Questions are swirling around North Korea and its leadership following the reported death of Kim Jong-un. The nation's 36-year-old leader's fate is unconfirmed at the moment but it hasn't stopped many from speculating about what happens next if the controversial leader has truly passed on.
Kim Jong-un is the third supreme leader of the nation, following his father Kim Jong-il and North Korea's founder, grandfather Kim Il-sung. Many began speculating that something was wrong with the 36-year-old after he skipped the April 15 celebration of his grandfather's birthday. Missing such a major event raised alarms and supported reports that the leader was in "grave danger."
So who takes over? Most point to Kim Yo-jong, the supreme leader's sister and rumored "No. 2" in the government.

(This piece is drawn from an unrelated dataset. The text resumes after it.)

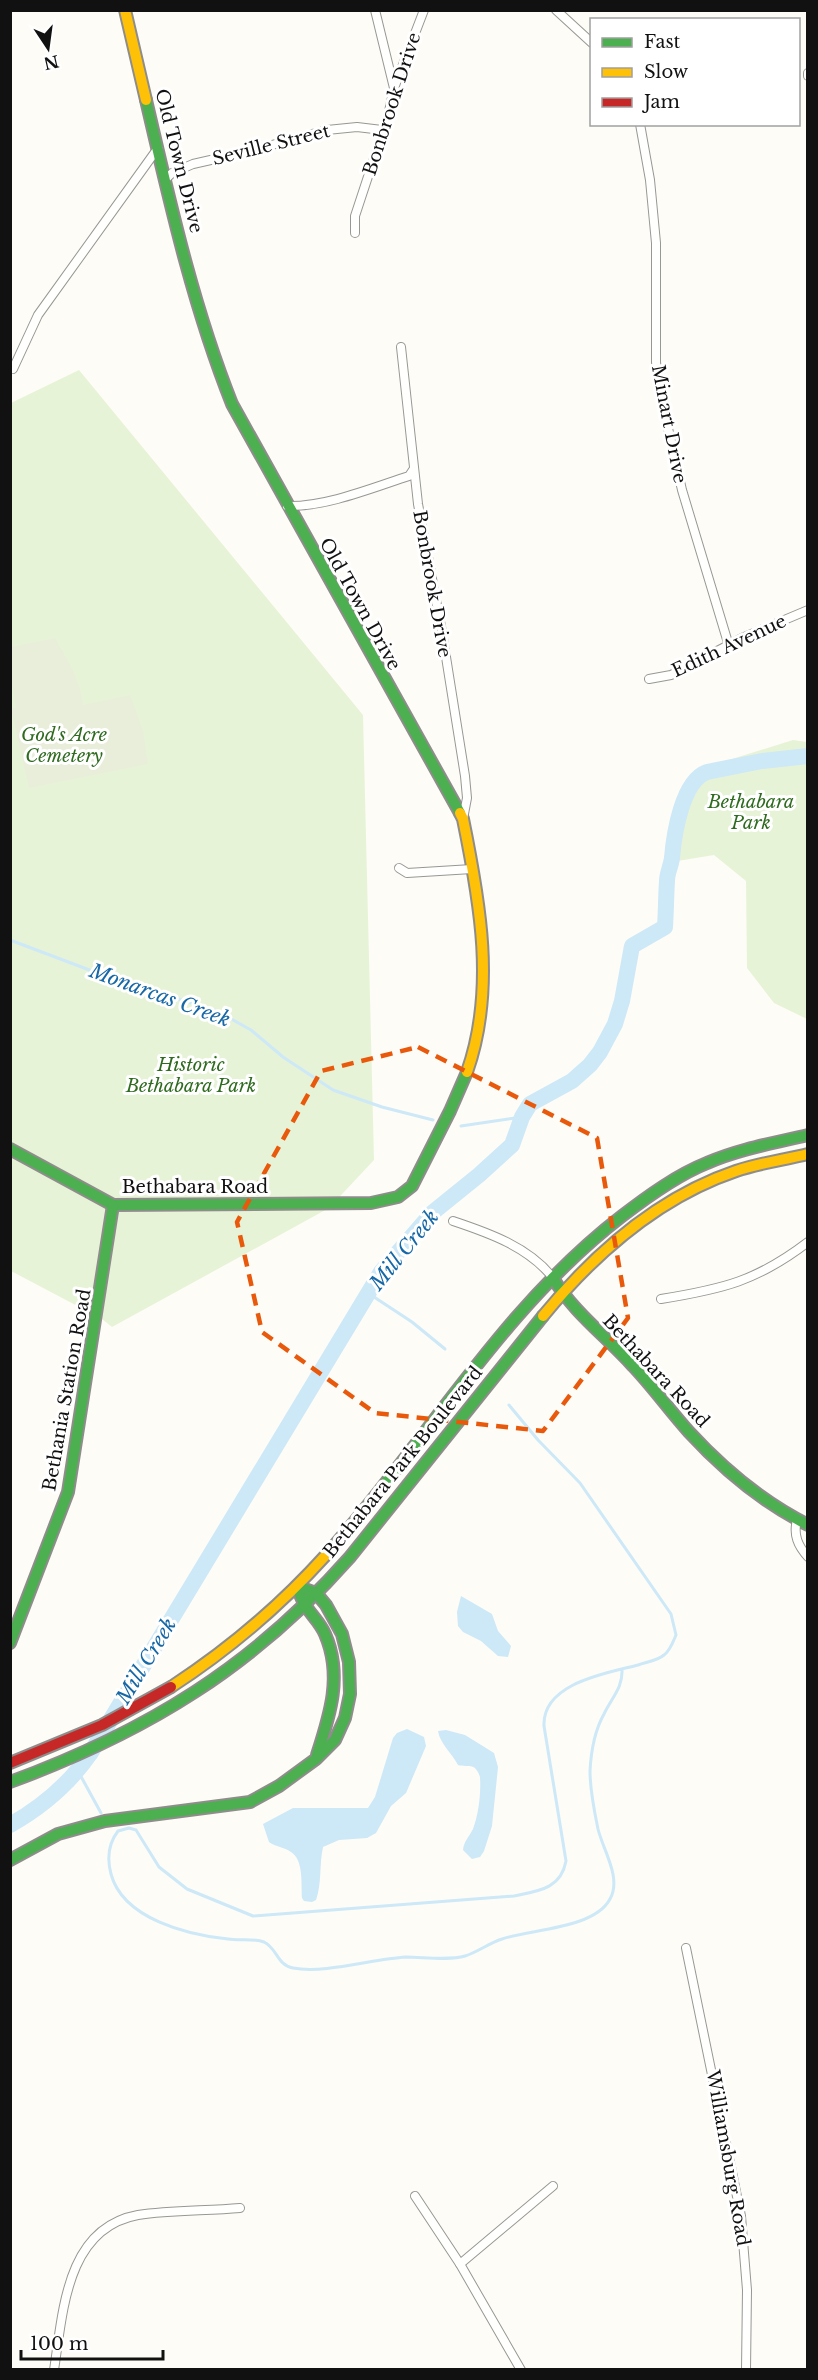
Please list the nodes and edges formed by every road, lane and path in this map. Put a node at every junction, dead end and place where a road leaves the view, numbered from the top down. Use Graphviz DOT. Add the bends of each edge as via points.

Not only is she is a full blood relative of Kim Jong-un, keeping the family's 7-decade rule intact. That said, her presence as a female goes against the patriarchal leadership structure the nation has established since inception.
Since none of her brother's children are old enough for the leadership position, many see Kim Yo-jong as the favorite replacement. This is bolstered by the killing of Kim's half-brother Kim Jong-nam in Kuala Lumpur and brother Kim Jong-chol's reluctance for public and political life. The latter also holds the distinction of being labeled too "girlish" to lead by his father, Kim Jong-il according to Quartz.

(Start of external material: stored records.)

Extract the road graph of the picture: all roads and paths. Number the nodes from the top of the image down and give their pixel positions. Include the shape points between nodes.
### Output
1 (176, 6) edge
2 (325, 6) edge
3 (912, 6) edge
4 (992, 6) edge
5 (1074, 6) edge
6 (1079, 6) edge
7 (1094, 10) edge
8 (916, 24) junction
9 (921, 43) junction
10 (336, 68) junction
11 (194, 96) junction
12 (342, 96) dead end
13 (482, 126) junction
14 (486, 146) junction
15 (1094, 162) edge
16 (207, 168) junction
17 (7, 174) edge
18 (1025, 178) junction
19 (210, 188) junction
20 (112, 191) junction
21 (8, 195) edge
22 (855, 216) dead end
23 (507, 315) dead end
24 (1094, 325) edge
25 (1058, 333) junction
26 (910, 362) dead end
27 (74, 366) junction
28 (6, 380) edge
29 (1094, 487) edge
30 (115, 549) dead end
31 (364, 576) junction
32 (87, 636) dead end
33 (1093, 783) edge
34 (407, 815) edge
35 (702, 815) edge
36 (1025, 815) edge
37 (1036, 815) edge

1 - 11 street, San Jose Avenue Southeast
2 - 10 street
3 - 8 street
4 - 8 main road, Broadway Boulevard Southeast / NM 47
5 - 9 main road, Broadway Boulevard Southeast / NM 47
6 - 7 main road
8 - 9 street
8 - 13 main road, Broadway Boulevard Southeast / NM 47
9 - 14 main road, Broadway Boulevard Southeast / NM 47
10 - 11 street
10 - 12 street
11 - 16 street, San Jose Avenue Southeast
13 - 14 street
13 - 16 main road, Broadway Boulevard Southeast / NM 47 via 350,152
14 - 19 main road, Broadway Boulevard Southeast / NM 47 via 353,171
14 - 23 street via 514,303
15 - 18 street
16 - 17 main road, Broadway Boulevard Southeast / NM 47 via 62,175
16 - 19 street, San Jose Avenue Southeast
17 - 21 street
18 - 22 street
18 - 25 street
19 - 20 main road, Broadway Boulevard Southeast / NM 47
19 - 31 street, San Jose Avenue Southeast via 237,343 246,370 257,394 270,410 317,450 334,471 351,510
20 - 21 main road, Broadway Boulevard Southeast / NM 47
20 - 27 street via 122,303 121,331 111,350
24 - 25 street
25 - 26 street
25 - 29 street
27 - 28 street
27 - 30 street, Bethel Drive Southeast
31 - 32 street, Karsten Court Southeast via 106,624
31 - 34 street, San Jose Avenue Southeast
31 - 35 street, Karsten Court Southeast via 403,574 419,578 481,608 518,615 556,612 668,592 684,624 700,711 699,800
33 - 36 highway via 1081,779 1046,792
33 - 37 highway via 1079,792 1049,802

Several extended family members could also be up for the position. Uncle Kim Pyong-il, 65, returned to the country in November after ending his diplomatic service in Europe. Even if he isn't a candidate for the supreme leader, his name has been shared as a possible guide or watchdog for Kim Yo-jong if she ascends. He has also survived, unlike former potential successor Jang Song-thaek who was executed for treason in 2013 after years serving the regime.
It is possible that Kim Jong-un's oldest son, born in 2010, could be the final choice after a period of regency involving Kim Yo-jong or a collective leadership group involving top officials. According to The Independent, anybody chosen to be next in line may only be keeping the seat warm.

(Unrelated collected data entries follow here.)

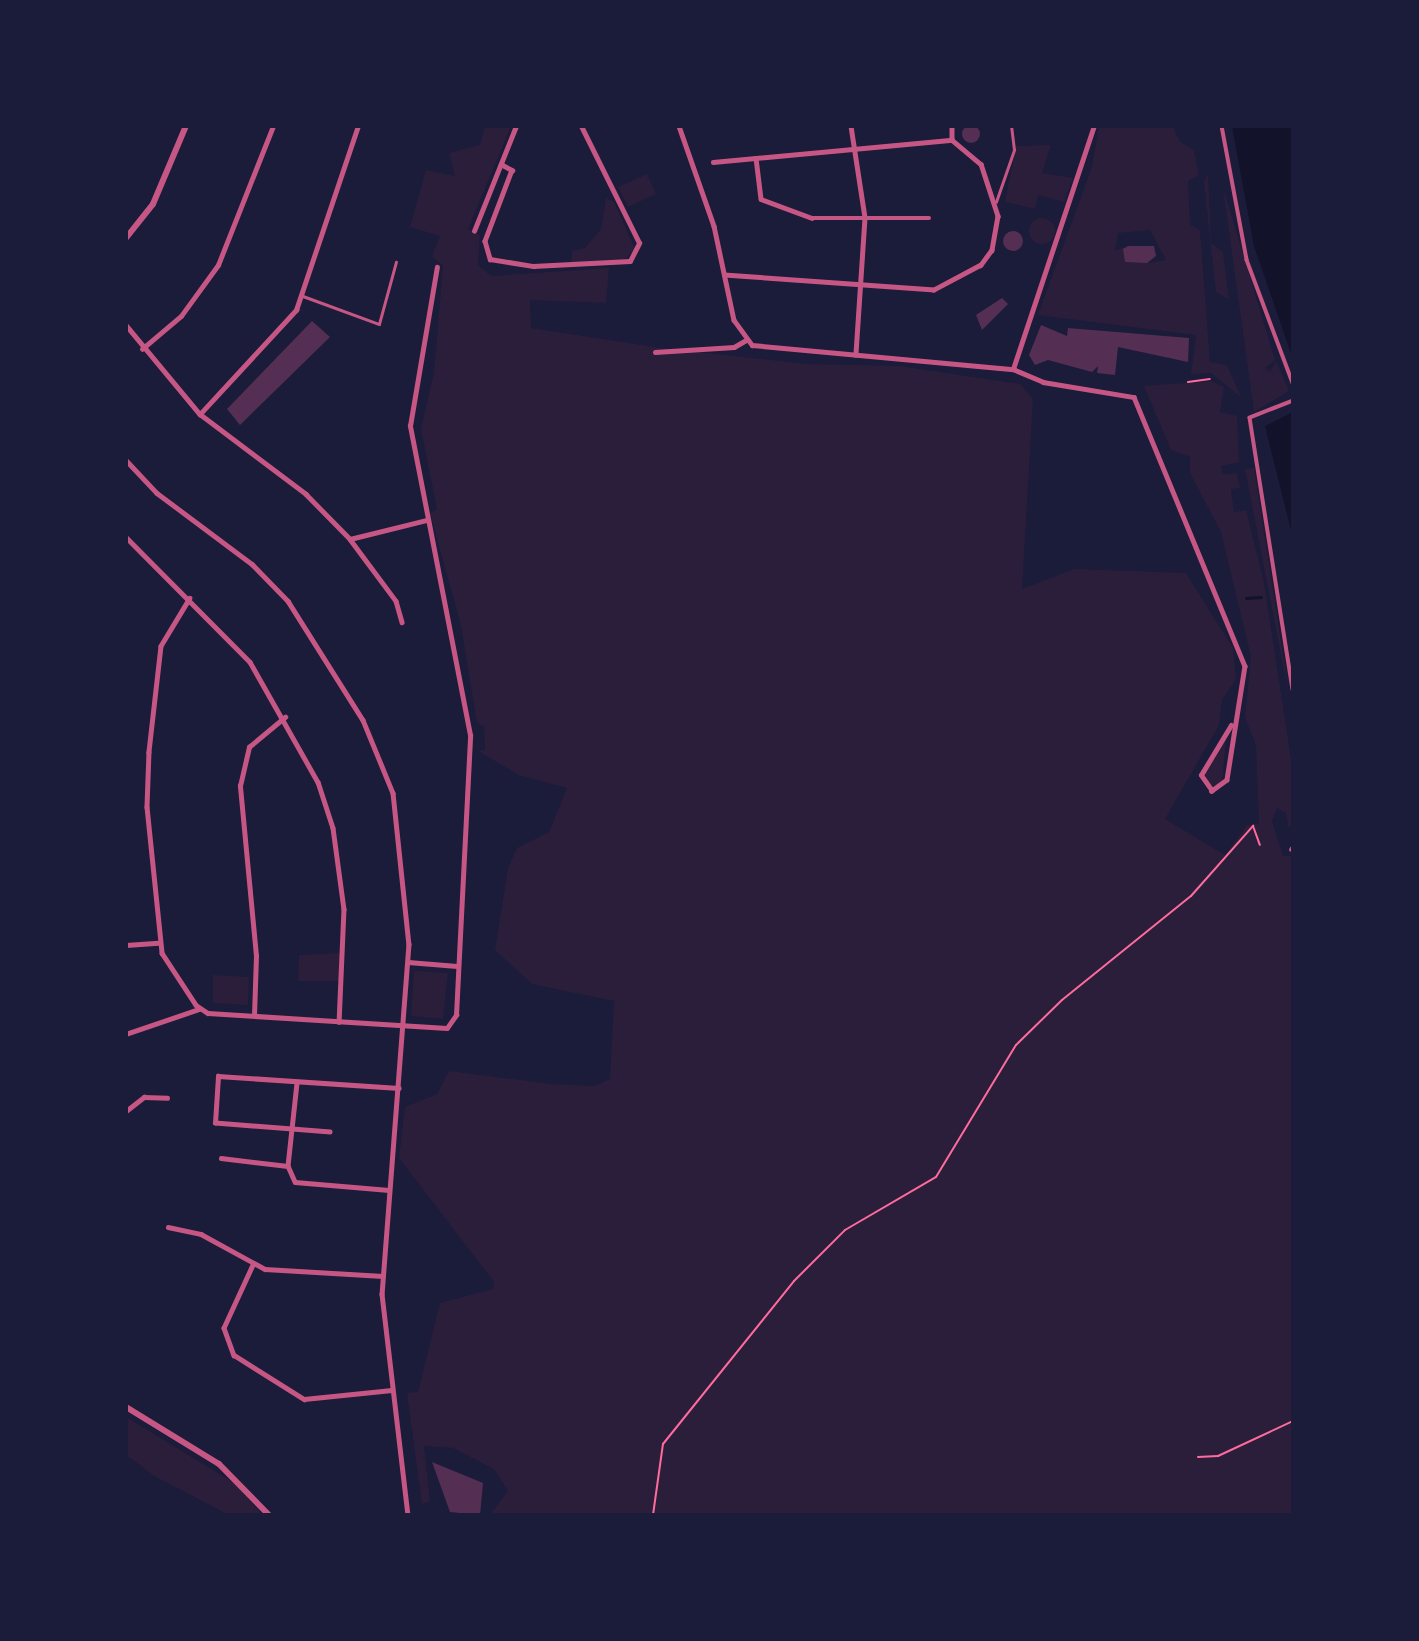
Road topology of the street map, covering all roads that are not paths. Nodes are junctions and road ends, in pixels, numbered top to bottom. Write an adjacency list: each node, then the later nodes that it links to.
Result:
1 (186, 126): 21 (street)
2 (273, 126): 29 (street)
3 (359, 126): 26 (street)
4 (516, 126): 16 (street)
5 (582, 126): 16 (street)
6 (679, 126): 24 (street)
7 (851, 126): 13 (street)
8 (952, 126): 12 (street)
9 (1011, 126): 17 (lane)
10 (1094, 126): 32 (street)
11 (1222, 126): 33 (street)
12 (952, 140): 13 (street); 17 (street)
13 (855, 148): 14 (street); 18 (street)
14 (756, 158): 15 (street); 18 (street)
15 (713, 162)
16 (501, 163): 20 (street)
17 (996, 202): 25 (street)
18 (865, 218): 19 (street); 25 (street)
19 (929, 218)
20 (474, 231)
21 (126, 238)
22 (396, 262): 26 (lane)
23 (437, 267): 37 (street)
24 (725, 275): 25 (street); 28 (street)
25 (861, 287): 31 (street)
26 (303, 296): 35 (street)
27 (126, 325): 29 (street)
28 (746, 340): 30 (street); 31 (street)
29 (142, 349): 35 (street)
30 (655, 352)
31 (856, 355): 32 (street)
32 (1013, 369): 44 (street)
33 (1293, 383)
34 (1293, 401): 42 (street)
35 (200, 414): 39 (street)
36 (126, 460): 47 (street)
37 (427, 520): 39 (street); 48 (street)
38 (126, 537): 40 (street)
39 (350, 539): 41 (street)
40 (190, 598): 43 (street); 45 (street)
41 (402, 622)
42 (1293, 690)
43 (285, 717): 50 (street); 51 (street)
44 (1231, 725): 44 (street)
45 (158, 943): 46 (street); 49 (street)
46 (126, 945)
47 (408, 962): 48 (street); 52 (street)
48 (457, 966): 52 (street)
49 (200, 1009): 50 (street); 53 (street)
50 (254, 1016): 51 (street)
51 (339, 1022): 52 (street)
52 (404, 1027): 55 (street)
53 (126, 1034)
54 (297, 1083): 55 (street); 58 (street); 58 (street)
55 (399, 1088): 62 (street)
56 (167, 1098): 57 (street)
57 (126, 1111)
58 (293, 1129): 59 (street); 61 (street)
59 (330, 1132)
60 (221, 1158): 61 (street)
61 (288, 1166): 62 (street)
62 (389, 1190): 65 (street)
63 (168, 1227): 64 (street)
64 (253, 1265): 65 (street); 66 (street)
65 (383, 1276): 66 (street)
66 (392, 1390): 69 (street)
67 (126, 1407): 68 (street)
68 (269, 1515)
69 (408, 1515)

"Kim now puts his younger sister, Kim Yo-jong in charge of many things, and she is the only sibling and trusted confidante inside his cabinet," Katy Oh told The Independent. "Ultimately, though, it is his son who would inherit the kingdom."
It will be interesting to see how the situation plays out. It is already quite different than the death of Kim Jong-il to this point, with no clear answers being reported.